* INSTRUCTIONS FOR THE TASK
Could you filter the records below and return each line that holds "Piłsudskiego"?

DATA FOR THE TASK Start Marker

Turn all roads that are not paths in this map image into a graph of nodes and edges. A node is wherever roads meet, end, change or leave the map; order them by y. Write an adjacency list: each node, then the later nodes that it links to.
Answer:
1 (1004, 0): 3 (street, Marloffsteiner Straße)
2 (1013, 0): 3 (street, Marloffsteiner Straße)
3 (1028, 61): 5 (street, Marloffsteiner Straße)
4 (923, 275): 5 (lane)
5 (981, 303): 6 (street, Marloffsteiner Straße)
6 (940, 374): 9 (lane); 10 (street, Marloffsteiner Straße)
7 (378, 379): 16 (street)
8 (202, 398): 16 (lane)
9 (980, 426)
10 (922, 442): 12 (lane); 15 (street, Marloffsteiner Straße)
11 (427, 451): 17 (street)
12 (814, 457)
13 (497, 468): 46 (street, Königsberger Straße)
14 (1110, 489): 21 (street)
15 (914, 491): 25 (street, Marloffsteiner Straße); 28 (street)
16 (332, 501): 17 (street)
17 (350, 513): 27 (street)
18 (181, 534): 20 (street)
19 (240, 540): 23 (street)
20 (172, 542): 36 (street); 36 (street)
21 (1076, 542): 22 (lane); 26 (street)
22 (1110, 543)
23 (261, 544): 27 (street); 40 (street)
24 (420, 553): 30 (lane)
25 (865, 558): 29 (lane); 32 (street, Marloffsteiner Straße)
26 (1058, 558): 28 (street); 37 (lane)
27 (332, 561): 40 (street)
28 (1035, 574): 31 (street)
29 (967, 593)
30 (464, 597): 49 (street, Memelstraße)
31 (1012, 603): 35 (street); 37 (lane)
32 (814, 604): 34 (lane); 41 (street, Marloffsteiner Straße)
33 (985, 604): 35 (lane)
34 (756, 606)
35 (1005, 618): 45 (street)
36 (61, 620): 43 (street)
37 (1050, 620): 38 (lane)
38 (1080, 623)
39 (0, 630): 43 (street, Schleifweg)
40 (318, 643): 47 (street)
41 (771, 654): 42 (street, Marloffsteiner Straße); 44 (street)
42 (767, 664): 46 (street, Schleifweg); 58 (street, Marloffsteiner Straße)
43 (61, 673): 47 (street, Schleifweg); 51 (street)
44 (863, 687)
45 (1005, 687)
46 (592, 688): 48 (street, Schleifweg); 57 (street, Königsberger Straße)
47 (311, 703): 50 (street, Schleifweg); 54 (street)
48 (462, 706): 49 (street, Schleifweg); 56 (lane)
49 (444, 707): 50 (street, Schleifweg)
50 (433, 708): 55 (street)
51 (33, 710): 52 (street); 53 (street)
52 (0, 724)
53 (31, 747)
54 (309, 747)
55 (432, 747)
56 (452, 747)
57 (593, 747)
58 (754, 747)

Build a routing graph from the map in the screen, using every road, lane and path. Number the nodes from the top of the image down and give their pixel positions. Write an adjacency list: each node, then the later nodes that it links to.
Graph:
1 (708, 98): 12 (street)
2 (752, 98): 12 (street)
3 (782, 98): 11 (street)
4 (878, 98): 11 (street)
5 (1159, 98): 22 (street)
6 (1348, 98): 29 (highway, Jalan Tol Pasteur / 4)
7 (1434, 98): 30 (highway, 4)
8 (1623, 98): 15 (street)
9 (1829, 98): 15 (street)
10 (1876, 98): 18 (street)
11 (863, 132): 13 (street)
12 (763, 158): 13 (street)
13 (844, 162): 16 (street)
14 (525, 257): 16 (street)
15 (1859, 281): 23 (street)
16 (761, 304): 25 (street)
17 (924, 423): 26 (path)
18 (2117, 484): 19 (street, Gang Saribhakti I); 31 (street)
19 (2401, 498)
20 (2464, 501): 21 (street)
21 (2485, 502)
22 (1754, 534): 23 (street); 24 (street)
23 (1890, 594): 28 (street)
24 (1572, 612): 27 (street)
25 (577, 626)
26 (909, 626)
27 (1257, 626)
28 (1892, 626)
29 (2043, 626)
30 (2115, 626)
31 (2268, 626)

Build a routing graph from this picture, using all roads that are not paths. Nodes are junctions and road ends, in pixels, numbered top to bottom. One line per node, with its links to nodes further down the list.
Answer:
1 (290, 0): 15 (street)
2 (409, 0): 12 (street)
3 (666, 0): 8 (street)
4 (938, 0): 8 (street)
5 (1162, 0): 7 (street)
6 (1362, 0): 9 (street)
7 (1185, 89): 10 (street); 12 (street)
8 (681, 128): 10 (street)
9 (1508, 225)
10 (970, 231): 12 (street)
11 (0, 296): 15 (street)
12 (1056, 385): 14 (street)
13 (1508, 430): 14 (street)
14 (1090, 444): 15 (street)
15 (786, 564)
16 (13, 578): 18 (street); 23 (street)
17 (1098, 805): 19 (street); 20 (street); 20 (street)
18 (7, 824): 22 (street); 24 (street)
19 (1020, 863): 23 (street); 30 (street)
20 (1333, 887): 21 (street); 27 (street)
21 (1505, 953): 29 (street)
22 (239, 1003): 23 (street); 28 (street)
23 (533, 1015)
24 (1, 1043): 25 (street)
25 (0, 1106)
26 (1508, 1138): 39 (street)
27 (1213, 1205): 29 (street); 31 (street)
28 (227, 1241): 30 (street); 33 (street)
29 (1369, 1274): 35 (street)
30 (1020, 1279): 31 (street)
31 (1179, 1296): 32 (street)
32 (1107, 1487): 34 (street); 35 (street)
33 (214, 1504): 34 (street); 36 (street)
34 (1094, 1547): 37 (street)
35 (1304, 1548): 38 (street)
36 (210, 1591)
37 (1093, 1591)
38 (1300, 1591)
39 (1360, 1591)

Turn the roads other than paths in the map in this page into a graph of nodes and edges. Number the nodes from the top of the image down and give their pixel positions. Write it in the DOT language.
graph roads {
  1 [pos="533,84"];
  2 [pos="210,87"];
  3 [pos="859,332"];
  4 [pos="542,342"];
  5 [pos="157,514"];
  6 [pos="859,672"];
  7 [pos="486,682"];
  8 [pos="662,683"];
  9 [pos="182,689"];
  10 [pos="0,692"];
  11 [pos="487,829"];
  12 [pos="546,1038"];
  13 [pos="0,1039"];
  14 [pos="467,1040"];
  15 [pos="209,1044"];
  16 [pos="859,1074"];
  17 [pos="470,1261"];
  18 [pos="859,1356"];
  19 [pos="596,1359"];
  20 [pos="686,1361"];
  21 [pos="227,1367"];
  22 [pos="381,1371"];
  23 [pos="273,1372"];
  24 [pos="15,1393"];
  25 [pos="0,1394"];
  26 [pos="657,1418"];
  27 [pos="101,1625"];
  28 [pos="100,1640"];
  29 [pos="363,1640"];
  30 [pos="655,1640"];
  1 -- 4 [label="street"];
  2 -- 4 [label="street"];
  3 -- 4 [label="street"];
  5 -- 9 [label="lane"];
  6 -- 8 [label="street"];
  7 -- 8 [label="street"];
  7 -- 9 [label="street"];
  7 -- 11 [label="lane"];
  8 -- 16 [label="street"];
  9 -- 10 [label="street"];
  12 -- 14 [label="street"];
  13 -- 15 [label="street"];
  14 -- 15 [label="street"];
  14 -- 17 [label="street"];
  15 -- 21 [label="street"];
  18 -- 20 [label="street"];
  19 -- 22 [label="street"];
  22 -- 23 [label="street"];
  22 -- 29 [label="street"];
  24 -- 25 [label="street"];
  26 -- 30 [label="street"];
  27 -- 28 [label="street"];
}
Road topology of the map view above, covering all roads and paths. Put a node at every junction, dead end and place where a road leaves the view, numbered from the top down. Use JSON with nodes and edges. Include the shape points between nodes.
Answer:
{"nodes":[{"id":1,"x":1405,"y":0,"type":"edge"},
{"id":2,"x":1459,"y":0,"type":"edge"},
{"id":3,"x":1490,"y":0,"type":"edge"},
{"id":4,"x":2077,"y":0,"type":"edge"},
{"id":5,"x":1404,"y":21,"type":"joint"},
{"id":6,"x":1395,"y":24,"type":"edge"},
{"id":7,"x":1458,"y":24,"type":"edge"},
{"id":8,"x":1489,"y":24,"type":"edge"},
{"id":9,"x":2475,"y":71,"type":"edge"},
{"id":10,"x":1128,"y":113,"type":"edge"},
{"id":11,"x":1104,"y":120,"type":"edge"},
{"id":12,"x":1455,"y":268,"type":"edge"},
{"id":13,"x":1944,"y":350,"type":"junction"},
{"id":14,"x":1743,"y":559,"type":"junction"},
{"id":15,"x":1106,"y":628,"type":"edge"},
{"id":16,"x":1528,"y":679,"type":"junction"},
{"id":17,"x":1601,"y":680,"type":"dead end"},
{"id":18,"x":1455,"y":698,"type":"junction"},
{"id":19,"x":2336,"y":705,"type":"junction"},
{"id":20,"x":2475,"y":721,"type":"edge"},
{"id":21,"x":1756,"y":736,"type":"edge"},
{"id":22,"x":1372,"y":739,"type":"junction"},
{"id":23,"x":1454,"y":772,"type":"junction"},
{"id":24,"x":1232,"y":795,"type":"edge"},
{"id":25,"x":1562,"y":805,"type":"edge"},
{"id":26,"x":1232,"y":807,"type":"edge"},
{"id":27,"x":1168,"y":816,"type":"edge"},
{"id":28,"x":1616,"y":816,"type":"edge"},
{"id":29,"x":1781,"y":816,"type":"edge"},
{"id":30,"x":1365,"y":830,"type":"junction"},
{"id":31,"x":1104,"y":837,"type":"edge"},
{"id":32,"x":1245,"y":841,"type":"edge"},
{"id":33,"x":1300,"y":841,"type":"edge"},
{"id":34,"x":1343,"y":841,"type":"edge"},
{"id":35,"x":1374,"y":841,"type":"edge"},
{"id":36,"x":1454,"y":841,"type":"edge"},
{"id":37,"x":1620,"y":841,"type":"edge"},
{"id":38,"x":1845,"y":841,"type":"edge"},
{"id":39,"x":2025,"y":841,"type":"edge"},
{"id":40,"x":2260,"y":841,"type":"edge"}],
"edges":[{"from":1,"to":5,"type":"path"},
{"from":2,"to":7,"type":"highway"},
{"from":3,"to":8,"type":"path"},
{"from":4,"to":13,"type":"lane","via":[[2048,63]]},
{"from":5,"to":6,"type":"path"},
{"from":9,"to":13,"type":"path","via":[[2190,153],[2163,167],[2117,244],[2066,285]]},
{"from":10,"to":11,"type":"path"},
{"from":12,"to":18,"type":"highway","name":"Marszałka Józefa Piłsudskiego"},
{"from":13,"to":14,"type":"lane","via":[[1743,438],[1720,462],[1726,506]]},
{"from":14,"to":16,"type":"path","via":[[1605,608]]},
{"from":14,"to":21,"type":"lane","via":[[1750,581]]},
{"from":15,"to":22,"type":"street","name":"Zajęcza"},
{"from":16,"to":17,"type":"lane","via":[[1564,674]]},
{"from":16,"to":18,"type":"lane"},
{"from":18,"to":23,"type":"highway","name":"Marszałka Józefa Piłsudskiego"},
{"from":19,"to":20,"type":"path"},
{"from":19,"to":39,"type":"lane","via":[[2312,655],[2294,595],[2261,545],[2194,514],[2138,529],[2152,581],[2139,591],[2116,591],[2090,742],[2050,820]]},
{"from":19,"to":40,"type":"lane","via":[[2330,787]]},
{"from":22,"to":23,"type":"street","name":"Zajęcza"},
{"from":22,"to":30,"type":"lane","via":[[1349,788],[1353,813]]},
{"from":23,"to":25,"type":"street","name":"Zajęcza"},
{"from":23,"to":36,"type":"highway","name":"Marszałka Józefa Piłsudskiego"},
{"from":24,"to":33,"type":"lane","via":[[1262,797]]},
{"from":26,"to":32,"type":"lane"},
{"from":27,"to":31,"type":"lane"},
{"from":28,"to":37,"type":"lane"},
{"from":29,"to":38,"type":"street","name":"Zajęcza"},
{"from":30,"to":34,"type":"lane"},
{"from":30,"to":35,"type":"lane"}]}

DATA FOR THE TASK End Marker

* ANSWER BOX
{"from":12,"to":18,"type":"highway","name":"Marszałka Józefa Piłsudskiego"},
{"from":18,"to":23,"type":"highway","name":"Marszałka Józefa Piłsudskiego"},
{"from":23,"to":36,"type":"highway","name":"Marszałka Józefa Piłsudskiego"},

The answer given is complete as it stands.